[Data for processing Boundary: Start]

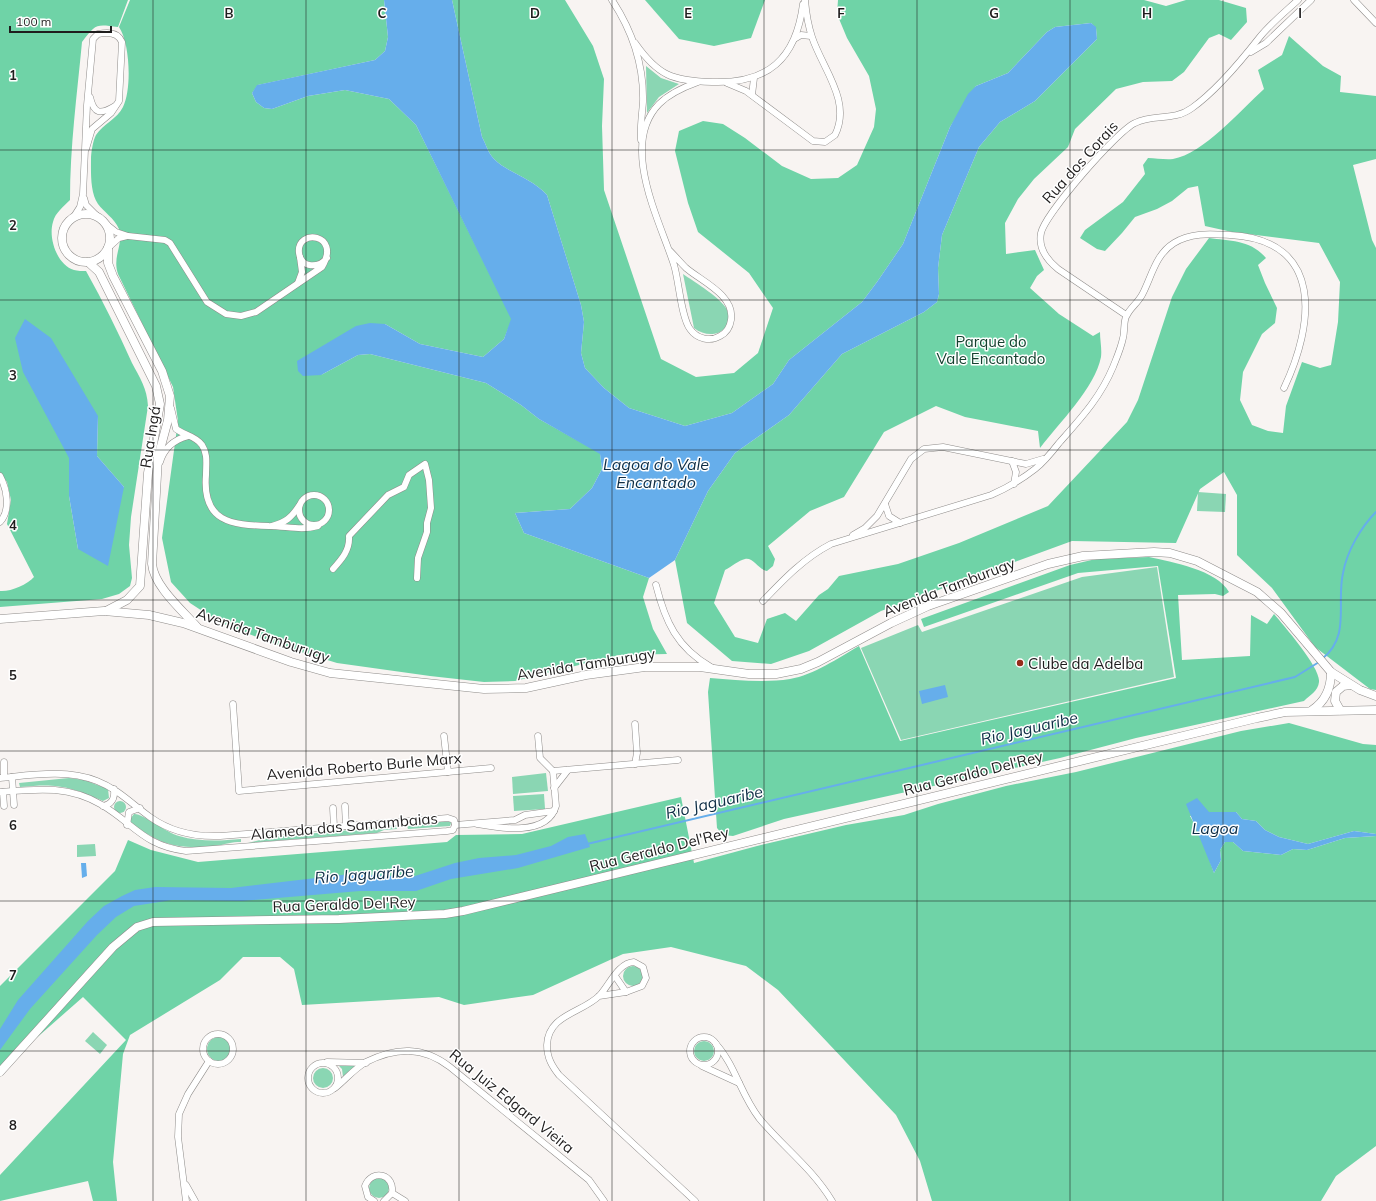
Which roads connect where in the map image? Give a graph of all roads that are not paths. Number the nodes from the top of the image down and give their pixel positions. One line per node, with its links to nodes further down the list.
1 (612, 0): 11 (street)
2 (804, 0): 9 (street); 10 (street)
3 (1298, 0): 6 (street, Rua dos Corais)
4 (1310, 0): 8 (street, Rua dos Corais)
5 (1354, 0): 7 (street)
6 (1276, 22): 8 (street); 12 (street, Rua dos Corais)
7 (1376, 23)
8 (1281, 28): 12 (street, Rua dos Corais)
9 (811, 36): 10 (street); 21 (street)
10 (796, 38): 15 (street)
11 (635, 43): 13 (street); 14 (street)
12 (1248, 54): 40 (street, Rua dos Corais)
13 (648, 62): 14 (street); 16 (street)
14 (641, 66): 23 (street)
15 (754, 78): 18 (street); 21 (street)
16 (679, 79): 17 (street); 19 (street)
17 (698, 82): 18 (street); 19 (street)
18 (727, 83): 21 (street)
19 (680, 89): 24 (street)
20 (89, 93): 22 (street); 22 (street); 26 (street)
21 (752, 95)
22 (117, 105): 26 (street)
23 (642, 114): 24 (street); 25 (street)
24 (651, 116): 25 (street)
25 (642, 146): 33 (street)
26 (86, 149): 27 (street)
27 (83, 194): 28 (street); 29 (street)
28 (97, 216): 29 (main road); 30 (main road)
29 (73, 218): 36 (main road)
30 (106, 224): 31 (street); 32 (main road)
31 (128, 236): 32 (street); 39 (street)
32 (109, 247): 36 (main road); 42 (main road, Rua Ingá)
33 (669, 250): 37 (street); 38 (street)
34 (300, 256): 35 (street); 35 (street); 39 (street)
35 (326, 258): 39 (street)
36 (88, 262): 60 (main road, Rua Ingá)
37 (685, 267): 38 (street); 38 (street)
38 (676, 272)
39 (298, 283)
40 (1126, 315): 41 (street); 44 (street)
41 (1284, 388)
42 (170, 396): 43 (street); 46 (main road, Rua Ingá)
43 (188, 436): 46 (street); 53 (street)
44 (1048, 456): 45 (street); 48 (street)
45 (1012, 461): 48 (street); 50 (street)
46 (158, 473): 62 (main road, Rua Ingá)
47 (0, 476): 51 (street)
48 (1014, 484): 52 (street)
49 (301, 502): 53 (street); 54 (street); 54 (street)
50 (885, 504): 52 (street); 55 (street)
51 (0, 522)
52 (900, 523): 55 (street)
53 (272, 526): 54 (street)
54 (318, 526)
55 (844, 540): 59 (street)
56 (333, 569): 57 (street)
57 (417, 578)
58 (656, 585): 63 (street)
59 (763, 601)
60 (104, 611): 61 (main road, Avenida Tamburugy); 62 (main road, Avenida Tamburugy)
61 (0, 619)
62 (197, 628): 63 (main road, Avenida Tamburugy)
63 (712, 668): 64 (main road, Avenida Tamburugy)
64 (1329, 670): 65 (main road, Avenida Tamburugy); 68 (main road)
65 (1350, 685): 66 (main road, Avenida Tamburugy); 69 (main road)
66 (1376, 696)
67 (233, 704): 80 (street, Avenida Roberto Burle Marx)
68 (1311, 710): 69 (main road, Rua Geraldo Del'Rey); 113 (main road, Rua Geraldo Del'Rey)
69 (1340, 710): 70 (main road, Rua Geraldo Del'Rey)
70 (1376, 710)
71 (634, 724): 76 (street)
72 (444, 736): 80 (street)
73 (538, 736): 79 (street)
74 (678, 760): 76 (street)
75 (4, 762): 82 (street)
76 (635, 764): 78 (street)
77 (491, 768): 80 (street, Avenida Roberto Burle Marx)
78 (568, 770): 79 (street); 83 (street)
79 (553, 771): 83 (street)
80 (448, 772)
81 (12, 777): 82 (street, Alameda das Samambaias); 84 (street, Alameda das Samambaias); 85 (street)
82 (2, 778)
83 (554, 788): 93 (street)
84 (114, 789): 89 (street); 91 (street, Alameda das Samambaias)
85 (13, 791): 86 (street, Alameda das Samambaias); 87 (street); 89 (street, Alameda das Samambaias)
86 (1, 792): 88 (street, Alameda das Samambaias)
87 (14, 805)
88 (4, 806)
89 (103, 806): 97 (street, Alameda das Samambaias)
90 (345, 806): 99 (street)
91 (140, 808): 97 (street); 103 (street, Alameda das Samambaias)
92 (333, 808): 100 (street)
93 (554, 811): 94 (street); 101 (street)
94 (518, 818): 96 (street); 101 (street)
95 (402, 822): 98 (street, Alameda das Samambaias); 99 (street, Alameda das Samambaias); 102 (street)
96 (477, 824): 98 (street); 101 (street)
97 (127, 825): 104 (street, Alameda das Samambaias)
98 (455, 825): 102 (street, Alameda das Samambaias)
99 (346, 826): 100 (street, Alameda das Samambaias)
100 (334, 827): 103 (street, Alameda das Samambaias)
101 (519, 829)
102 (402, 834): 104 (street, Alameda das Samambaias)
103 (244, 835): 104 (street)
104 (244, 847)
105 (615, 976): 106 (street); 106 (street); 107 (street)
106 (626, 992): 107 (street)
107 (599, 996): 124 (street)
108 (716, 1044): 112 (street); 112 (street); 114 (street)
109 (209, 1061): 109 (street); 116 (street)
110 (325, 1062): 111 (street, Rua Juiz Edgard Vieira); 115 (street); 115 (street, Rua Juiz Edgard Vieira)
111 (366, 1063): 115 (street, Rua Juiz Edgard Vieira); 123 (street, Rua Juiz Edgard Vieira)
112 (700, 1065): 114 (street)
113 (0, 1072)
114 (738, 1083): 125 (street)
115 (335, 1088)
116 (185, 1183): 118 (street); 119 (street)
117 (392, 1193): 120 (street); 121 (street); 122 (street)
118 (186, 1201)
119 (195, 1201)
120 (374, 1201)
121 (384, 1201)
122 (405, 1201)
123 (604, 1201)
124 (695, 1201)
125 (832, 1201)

[Data for processing Boundary: End]

- Task requirements
Print the records above verbatim, minus any pictures.

- Exercise answer
Which roads connect where in the map image? Give a graph of all roads that are not paths. Number the nodes from the top of the image down and give their pixel positions. One line per node, with its links to nodes further down the list.
1 (612, 0): 11 (street)
2 (804, 0): 9 (street); 10 (street)
3 (1298, 0): 6 (street, Rua dos Corais)
4 (1310, 0): 8 (street, Rua dos Corais)
5 (1354, 0): 7 (street)
6 (1276, 22): 8 (street); 12 (street, Rua dos Corais)
7 (1376, 23)
8 (1281, 28): 12 (street, Rua dos Corais)
9 (811, 36): 10 (street); 21 (street)
10 (796, 38): 15 (street)
11 (635, 43): 13 (street); 14 (street)
12 (1248, 54): 40 (street, Rua dos Corais)
13 (648, 62): 14 (street); 16 (street)
14 (641, 66): 23 (street)
15 (754, 78): 18 (street); 21 (street)
16 (679, 79): 17 (street); 19 (street)
17 (698, 82): 18 (street); 19 (street)
18 (727, 83): 21 (street)
19 (680, 89): 24 (street)
20 (89, 93): 22 (street); 22 (street); 26 (street)
21 (752, 95)
22 (117, 105): 26 (street)
23 (642, 114): 24 (street); 25 (street)
24 (651, 116): 25 (street)
25 (642, 146): 33 (street)
26 (86, 149): 27 (street)
27 (83, 194): 28 (street); 29 (street)
28 (97, 216): 29 (main road); 30 (main road)
29 (73, 218): 36 (main road)
30 (106, 224): 31 (street); 32 (main road)
31 (128, 236): 32 (street); 39 (street)
32 (109, 247): 36 (main road); 42 (main road, Rua Ingá)
33 (669, 250): 37 (street); 38 (street)
34 (300, 256): 35 (street); 35 (street); 39 (street)
35 (326, 258): 39 (street)
36 (88, 262): 60 (main road, Rua Ingá)
37 (685, 267): 38 (street); 38 (street)
38 (676, 272)
39 (298, 283)
40 (1126, 315): 41 (street); 44 (street)
41 (1284, 388)
42 (170, 396): 43 (street); 46 (main road, Rua Ingá)
43 (188, 436): 46 (street); 53 (street)
44 (1048, 456): 45 (street); 48 (street)
45 (1012, 461): 48 (street); 50 (street)
46 (158, 473): 62 (main road, Rua Ingá)
47 (0, 476): 51 (street)
48 (1014, 484): 52 (street)
49 (301, 502): 53 (street); 54 (street); 54 (street)
50 (885, 504): 52 (street); 55 (street)
51 (0, 522)
52 (900, 523): 55 (street)
53 (272, 526): 54 (street)
54 (318, 526)
55 (844, 540): 59 (street)
56 (333, 569): 57 (street)
57 (417, 578)
58 (656, 585): 63 (street)
59 (763, 601)
60 (104, 611): 61 (main road, Avenida Tamburugy); 62 (main road, Avenida Tamburugy)
61 (0, 619)
62 (197, 628): 63 (main road, Avenida Tamburugy)
63 (712, 668): 64 (main road, Avenida Tamburugy)
64 (1329, 670): 65 (main road, Avenida Tamburugy); 68 (main road)
65 (1350, 685): 66 (main road, Avenida Tamburugy); 69 (main road)
66 (1376, 696)
67 (233, 704): 80 (street, Avenida Roberto Burle Marx)
68 (1311, 710): 69 (main road, Rua Geraldo Del'Rey); 113 (main road, Rua Geraldo Del'Rey)
69 (1340, 710): 70 (main road, Rua Geraldo Del'Rey)
70 (1376, 710)
71 (634, 724): 76 (street)
72 (444, 736): 80 (street)
73 (538, 736): 79 (street)
74 (678, 760): 76 (street)
75 (4, 762): 82 (street)
76 (635, 764): 78 (street)
77 (491, 768): 80 (street, Avenida Roberto Burle Marx)
78 (568, 770): 79 (street); 83 (street)
79 (553, 771): 83 (street)
80 (448, 772)
81 (12, 777): 82 (street, Alameda das Samambaias); 84 (street, Alameda das Samambaias); 85 (street)
82 (2, 778)
83 (554, 788): 93 (street)
84 (114, 789): 89 (street); 91 (street, Alameda das Samambaias)
85 (13, 791): 86 (street, Alameda das Samambaias); 87 (street); 89 (street, Alameda das Samambaias)
86 (1, 792): 88 (street, Alameda das Samambaias)
87 (14, 805)
88 (4, 806)
89 (103, 806): 97 (street, Alameda das Samambaias)
90 (345, 806): 99 (street)
91 (140, 808): 97 (street); 103 (street, Alameda das Samambaias)
92 (333, 808): 100 (street)
93 (554, 811): 94 (street); 101 (street)
94 (518, 818): 96 (street); 101 (street)
95 (402, 822): 98 (street, Alameda das Samambaias); 99 (street, Alameda das Samambaias); 102 (street)
96 (477, 824): 98 (street); 101 (street)
97 (127, 825): 104 (street, Alameda das Samambaias)
98 (455, 825): 102 (street, Alameda das Samambaias)
99 (346, 826): 100 (street, Alameda das Samambaias)
100 (334, 827): 103 (street, Alameda das Samambaias)
101 (519, 829)
102 (402, 834): 104 (street, Alameda das Samambaias)
103 (244, 835): 104 (street)
104 (244, 847)
105 (615, 976): 106 (street); 106 (street); 107 (street)
106 (626, 992): 107 (street)
107 (599, 996): 124 (street)
108 (716, 1044): 112 (street); 112 (street); 114 (street)
109 (209, 1061): 109 (street); 116 (street)
110 (325, 1062): 111 (street, Rua Juiz Edgard Vieira); 115 (street); 115 (street, Rua Juiz Edgard Vieira)
111 (366, 1063): 115 (street, Rua Juiz Edgard Vieira); 123 (street, Rua Juiz Edgard Vieira)
112 (700, 1065): 114 (street)
113 (0, 1072)
114 (738, 1083): 125 (street)
115 (335, 1088)
116 (185, 1183): 118 (street); 119 (street)
117 (392, 1193): 120 (street); 121 (street); 122 (street)
118 (186, 1201)
119 (195, 1201)
120 (374, 1201)
121 (384, 1201)
122 (405, 1201)
123 (604, 1201)
124 (695, 1201)
125 (832, 1201)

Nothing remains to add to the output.